*** Opening EXERCISE DATA ***
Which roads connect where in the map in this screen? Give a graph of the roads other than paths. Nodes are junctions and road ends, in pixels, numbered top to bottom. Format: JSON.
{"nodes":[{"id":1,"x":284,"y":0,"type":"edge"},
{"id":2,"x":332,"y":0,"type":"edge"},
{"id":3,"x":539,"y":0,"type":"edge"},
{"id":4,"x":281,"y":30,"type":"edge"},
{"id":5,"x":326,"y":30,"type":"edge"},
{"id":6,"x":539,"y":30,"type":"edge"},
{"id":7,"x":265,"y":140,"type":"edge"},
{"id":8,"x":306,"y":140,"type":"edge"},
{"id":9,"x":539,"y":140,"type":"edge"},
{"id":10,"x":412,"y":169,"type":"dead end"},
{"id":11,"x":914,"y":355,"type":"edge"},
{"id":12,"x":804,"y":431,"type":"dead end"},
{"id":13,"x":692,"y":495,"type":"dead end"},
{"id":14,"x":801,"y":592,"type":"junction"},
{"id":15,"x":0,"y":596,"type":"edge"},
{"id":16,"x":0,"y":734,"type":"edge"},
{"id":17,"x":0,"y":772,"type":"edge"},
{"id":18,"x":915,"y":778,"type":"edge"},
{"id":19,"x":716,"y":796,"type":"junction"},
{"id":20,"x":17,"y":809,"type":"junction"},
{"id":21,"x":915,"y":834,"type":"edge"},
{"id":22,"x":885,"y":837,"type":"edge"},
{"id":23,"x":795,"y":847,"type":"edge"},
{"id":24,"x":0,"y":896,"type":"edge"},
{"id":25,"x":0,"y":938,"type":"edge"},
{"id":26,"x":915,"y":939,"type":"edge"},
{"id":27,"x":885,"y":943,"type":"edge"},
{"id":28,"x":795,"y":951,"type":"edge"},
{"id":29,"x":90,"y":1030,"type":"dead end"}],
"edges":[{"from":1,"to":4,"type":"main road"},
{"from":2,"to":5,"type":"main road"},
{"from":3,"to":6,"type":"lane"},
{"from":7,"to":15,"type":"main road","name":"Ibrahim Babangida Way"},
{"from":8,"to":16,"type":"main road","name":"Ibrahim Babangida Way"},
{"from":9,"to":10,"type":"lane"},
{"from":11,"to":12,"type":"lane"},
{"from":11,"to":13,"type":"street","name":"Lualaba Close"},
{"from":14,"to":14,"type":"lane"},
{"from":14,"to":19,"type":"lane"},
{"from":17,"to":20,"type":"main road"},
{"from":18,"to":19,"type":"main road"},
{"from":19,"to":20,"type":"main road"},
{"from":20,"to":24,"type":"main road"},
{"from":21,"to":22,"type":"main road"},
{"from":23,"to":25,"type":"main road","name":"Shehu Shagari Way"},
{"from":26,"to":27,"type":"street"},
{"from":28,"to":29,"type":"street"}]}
*** Closing EXERCISE DATA ***
**TASK REQUIREMENTS:** Take the entries above and transcribe them in full.

**EXERCISE OUTPUT:**
Which roads connect where in the map in this screen? Give a graph of the roads other than paths. Nodes are junctions and road ends, in pixels, numbered top to bottom. Format: JSON.
{"nodes":[{"id":1,"x":284,"y":0,"type":"edge"},
{"id":2,"x":332,"y":0,"type":"edge"},
{"id":3,"x":539,"y":0,"type":"edge"},
{"id":4,"x":281,"y":30,"type":"edge"},
{"id":5,"x":326,"y":30,"type":"edge"},
{"id":6,"x":539,"y":30,"type":"edge"},
{"id":7,"x":265,"y":140,"type":"edge"},
{"id":8,"x":306,"y":140,"type":"edge"},
{"id":9,"x":539,"y":140,"type":"edge"},
{"id":10,"x":412,"y":169,"type":"dead end"},
{"id":11,"x":914,"y":355,"type":"edge"},
{"id":12,"x":804,"y":431,"type":"dead end"},
{"id":13,"x":692,"y":495,"type":"dead end"},
{"id":14,"x":801,"y":592,"type":"junction"},
{"id":15,"x":0,"y":596,"type":"edge"},
{"id":16,"x":0,"y":734,"type":"edge"},
{"id":17,"x":0,"y":772,"type":"edge"},
{"id":18,"x":915,"y":778,"type":"edge"},
{"id":19,"x":716,"y":796,"type":"junction"},
{"id":20,"x":17,"y":809,"type":"junction"},
{"id":21,"x":915,"y":834,"type":"edge"},
{"id":22,"x":885,"y":837,"type":"edge"},
{"id":23,"x":795,"y":847,"type":"edge"},
{"id":24,"x":0,"y":896,"type":"edge"},
{"id":25,"x":0,"y":938,"type":"edge"},
{"id":26,"x":915,"y":939,"type":"edge"},
{"id":27,"x":885,"y":943,"type":"edge"},
{"id":28,"x":795,"y":951,"type":"edge"},
{"id":29,"x":90,"y":1030,"type":"dead end"}],
"edges":[{"from":1,"to":4,"type":"main road"},
{"from":2,"to":5,"type":"main road"},
{"from":3,"to":6,"type":"lane"},
{"from":7,"to":15,"type":"main road","name":"Ibrahim Babangida Way"},
{"from":8,"to":16,"type":"main road","name":"Ibrahim Babangida Way"},
{"from":9,"to":10,"type":"lane"},
{"from":11,"to":12,"type":"lane"},
{"from":11,"to":13,"type":"street","name":"Lualaba Close"},
{"from":14,"to":14,"type":"lane"},
{"from":14,"to":19,"type":"lane"},
{"from":17,"to":20,"type":"main road"},
{"from":18,"to":19,"type":"main road"},
{"from":19,"to":20,"type":"main road"},
{"from":20,"to":24,"type":"main road"},
{"from":21,"to":22,"type":"main road"},
{"from":23,"to":25,"type":"main road","name":"Shehu Shagari Way"},
{"from":26,"to":27,"type":"street"},
{"from":28,"to":29,"type":"street"}]}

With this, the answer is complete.